#### [WORK ORDER]
Extract every line of the material that holds the string "roads".
───── MATERIAL SUPPLIED ─────
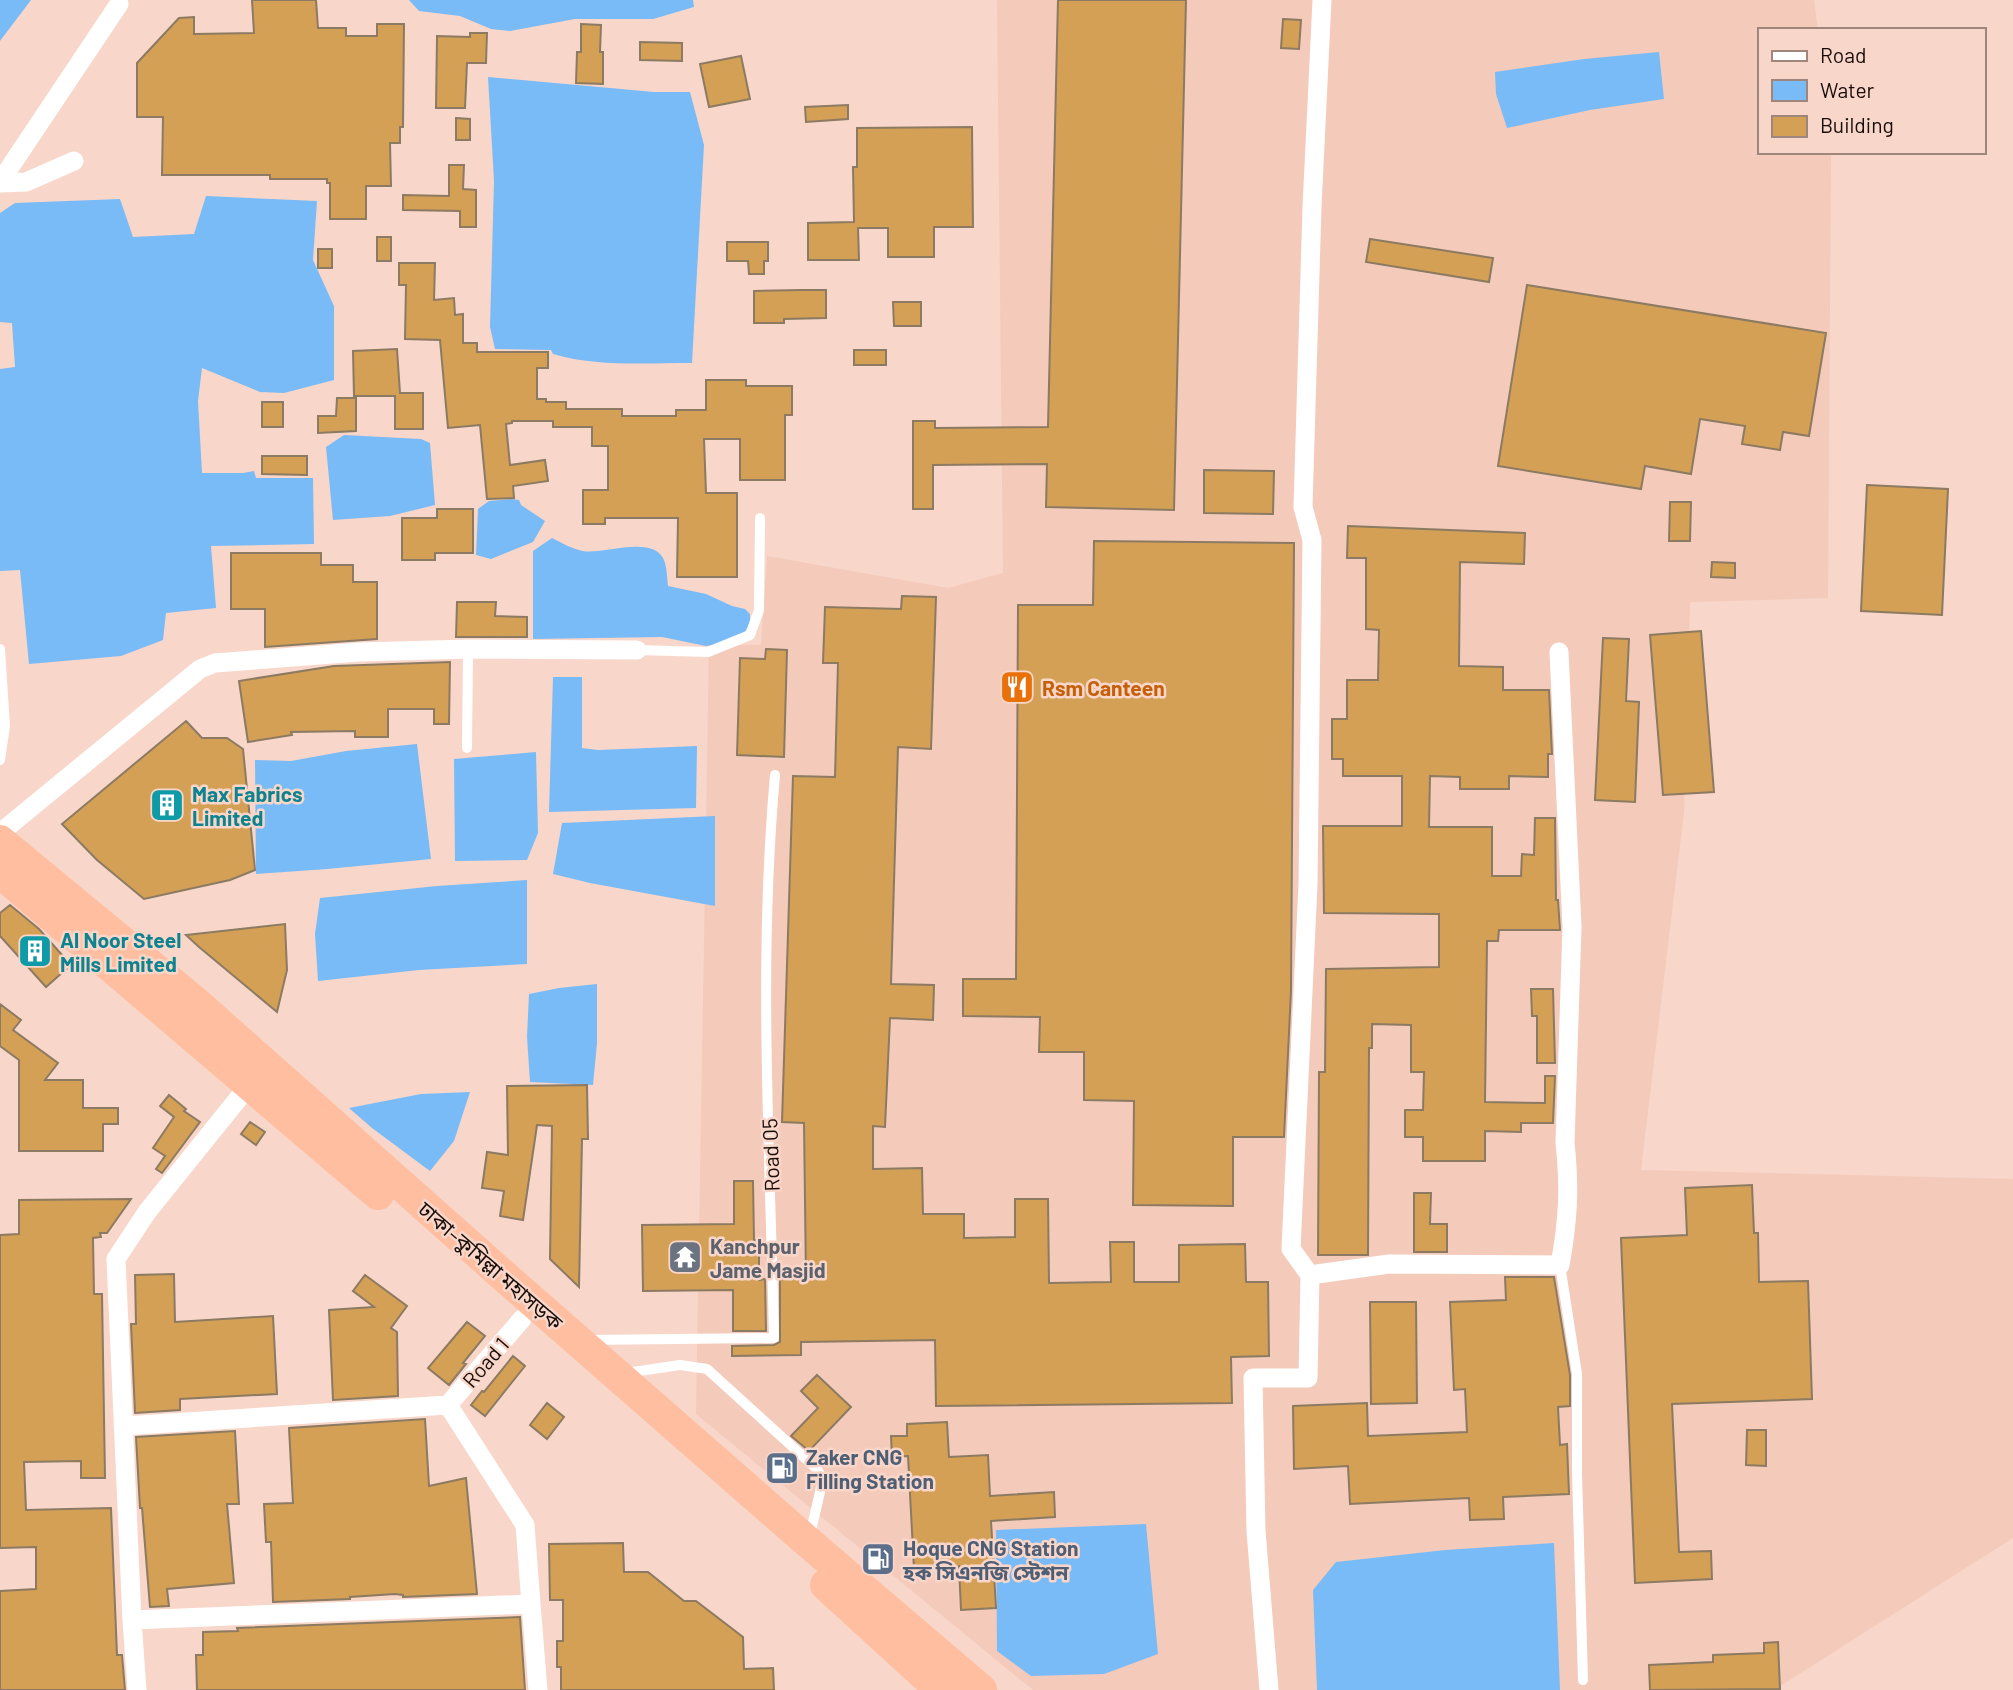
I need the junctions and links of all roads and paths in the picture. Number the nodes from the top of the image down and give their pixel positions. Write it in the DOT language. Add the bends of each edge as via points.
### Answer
graph roads {
  1 [pos="1322,0"];
  2 [pos="119,4"];
  3 [pos="74,161"];
  4 [pos="0,183"];
  5 [pos="760,518"];
  6 [pos="0,649"];
  7 [pos="468,649"];
  8 [pos="637,650"];
  9 [pos="1559,652"];
  10 [pos="467,748"];
  11 [pos="0,760"];
  12 [pos="775,775"];
  13 [pos="0,833"];
  14 [pos="0,841"];
  15 [pos="0,872"];
  16 [pos="250,1084"];
  17 [pos="446,1238"];
  18 [pos="1560,1265"];
  19 [pos="1310,1275"];
  20 [pos="522,1319"];
  21 [pos="577,1340"];
  22 [pos="616,1374"];
  23 [pos="448,1405"];
  24 [pos="123,1426"];
  25 [pos="809,1543"];
  26 [pos="531,1604"];
  27 [pos="132,1620"];
  28 [pos="1583,1680"];
  29 [pos="137,1690"];
  30 [pos="538,1690"];
  31 [pos="941,1690"];
  32 [pos="981,1690"];
  33 [pos="1269,1690"];
  1 -- 19 [label="street" via="1303,507 1311,540 1308,870 1291,1249"];
  2 -- 4 [label="street"];
  3 -- 4 [label="street" via="26,182"];
  5 -- 8 [label="lane" via="759,610 750,635 708,652"];
  6 -- 11 [label="lane" via="5,726"];
  7 -- 8 [label="street"];
  7 -- 10 [label="lane"];
  7 -- 13 [label="street" via="215,663 200,669"];
  9 -- 18 [label="street" via="1572,927 1565,1143 1569,1202"];
  12 -- 21 [label="lane, Road 05" via="766,1010 774,1338"];
  14 -- 17 [label="highway, ঢাকা–কুমিল্লা মহাসড়ক" via="195,1002"];
  15 -- 16 [label="highway, ঢাকা–কুমিল্লা মহাসড়ক"];
  16 -- 17 [label="highway, ঢাকা–কুমিল্লা মহাসড়ক"];
  16 -- 24 [label="street" via="147,1212 116,1259"];
  17 -- 20 [label="highway, ঢাকা–কুমিল্লা মহাসড়ক"];
  17 -- 21 [label="highway, ঢাকা–কুমিল্লা মহাসড়ক"];
  18 -- 19 [label="street" via="1390,1264"];
  18 -- 28 [label="lane" via="1577,1374"];
  19 -- 33 [label="street" via="1308,1378 1253,1378 1255,1531"];
  20 -- 23 [label="street, Road 1"];
  20 -- 31 [label="highway, ঢাকা–কুমিল্লা মহাসড়ক"];
  21 -- 22 [label="highway, ঢাকা–কুমিল্লা মহাসড়ক"];
  22 -- 25 [label="highway, ঢাকা–কুমিল্লা মহাসড়ক"];
  22 -- 25 [label="lane" via="680,1365 707,1369 823,1479"];
  23 -- 24 [label="street"];
  23 -- 26 [label="street" via="525,1525"];
  24 -- 27 [label="street"];
  25 -- 32 [label="highway, ঢাকা–কুমিল্লা মহাসড়ক"];
  26 -- 27 [label="street"];
  26 -- 30 [label="street"];
  27 -- 29 [label="street"];
}
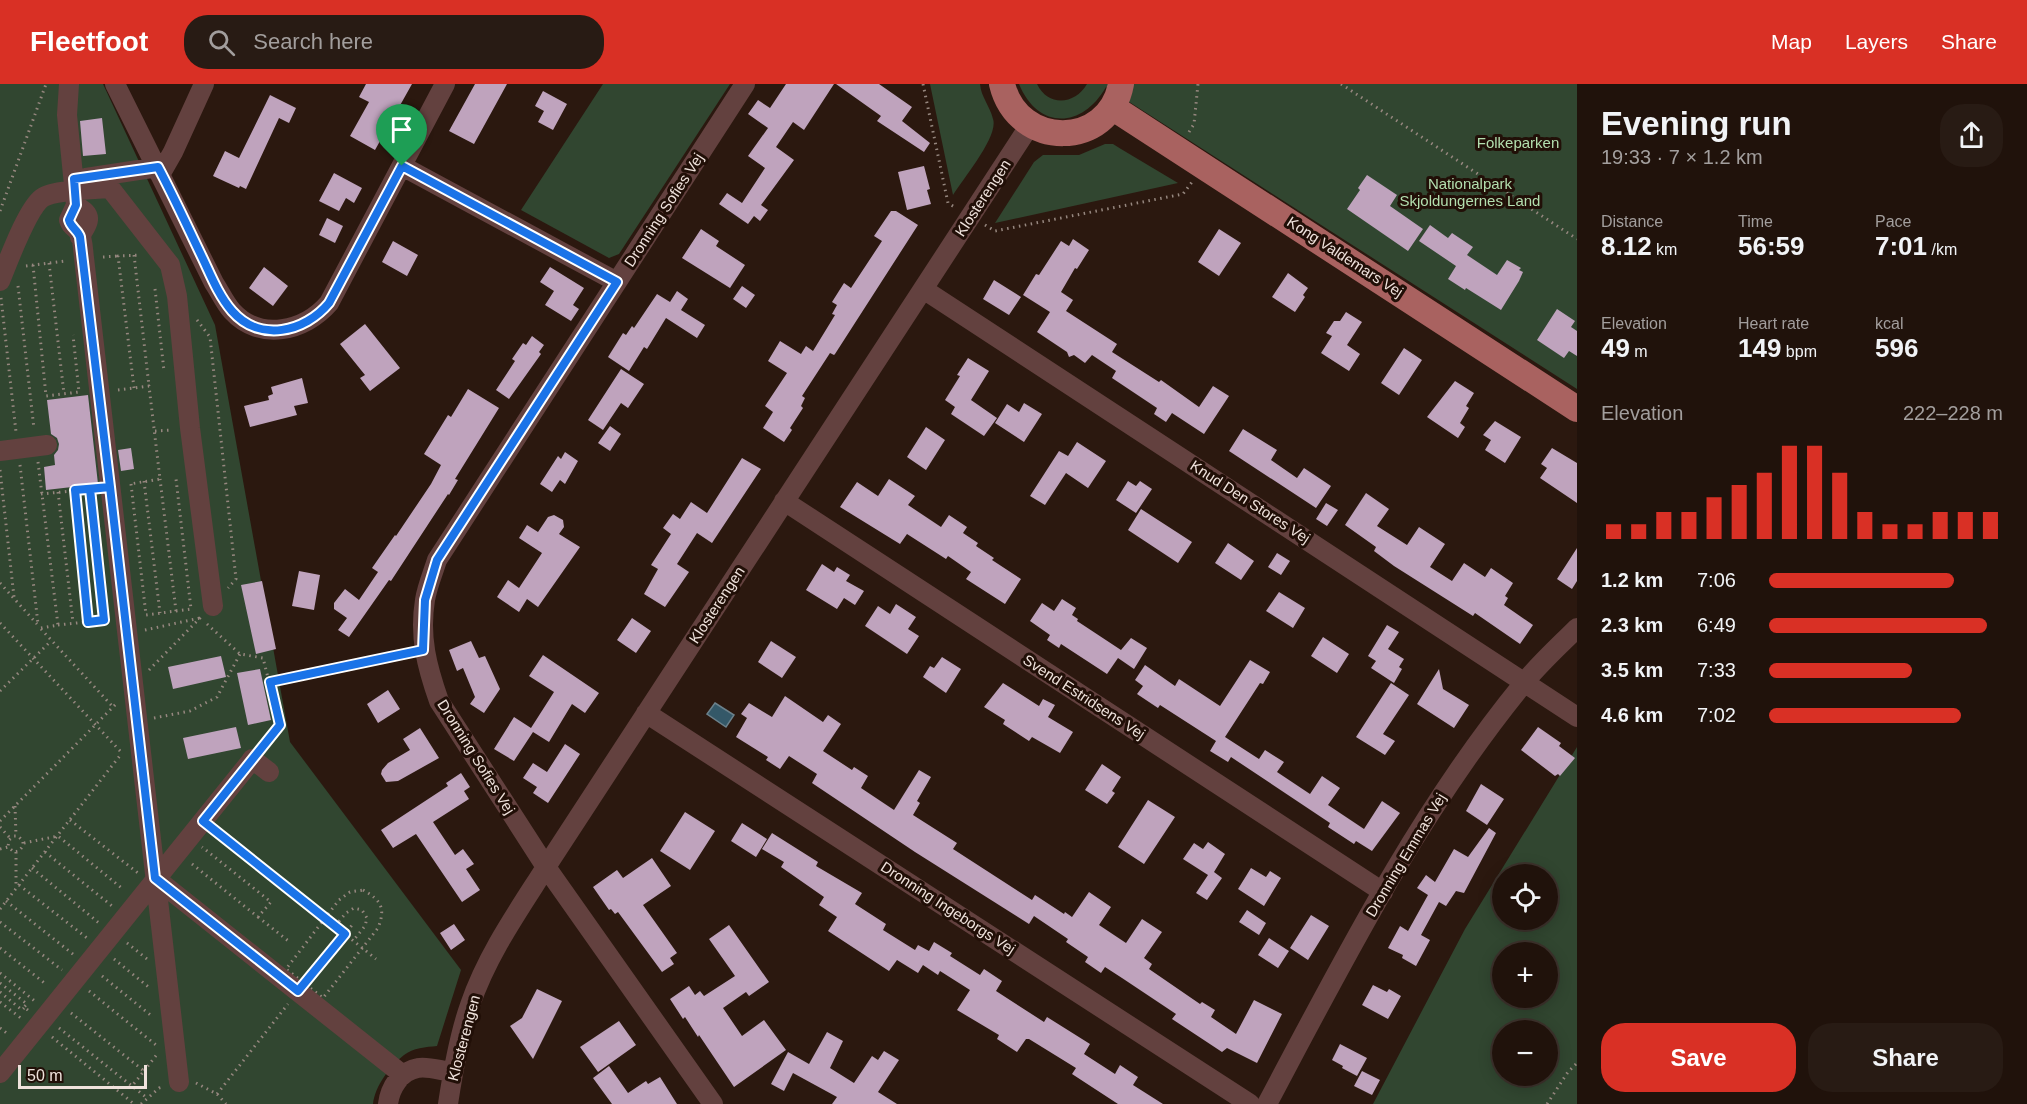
─────
#### [SOLUTION FOR THIS PROBLEM]
I need the junctions and links of all roads and paths in the picture. Number the nodes from the top of the image down and give their pixel positions. Write it in the DOT language. Add the bends of each edge as via points.
graph roads {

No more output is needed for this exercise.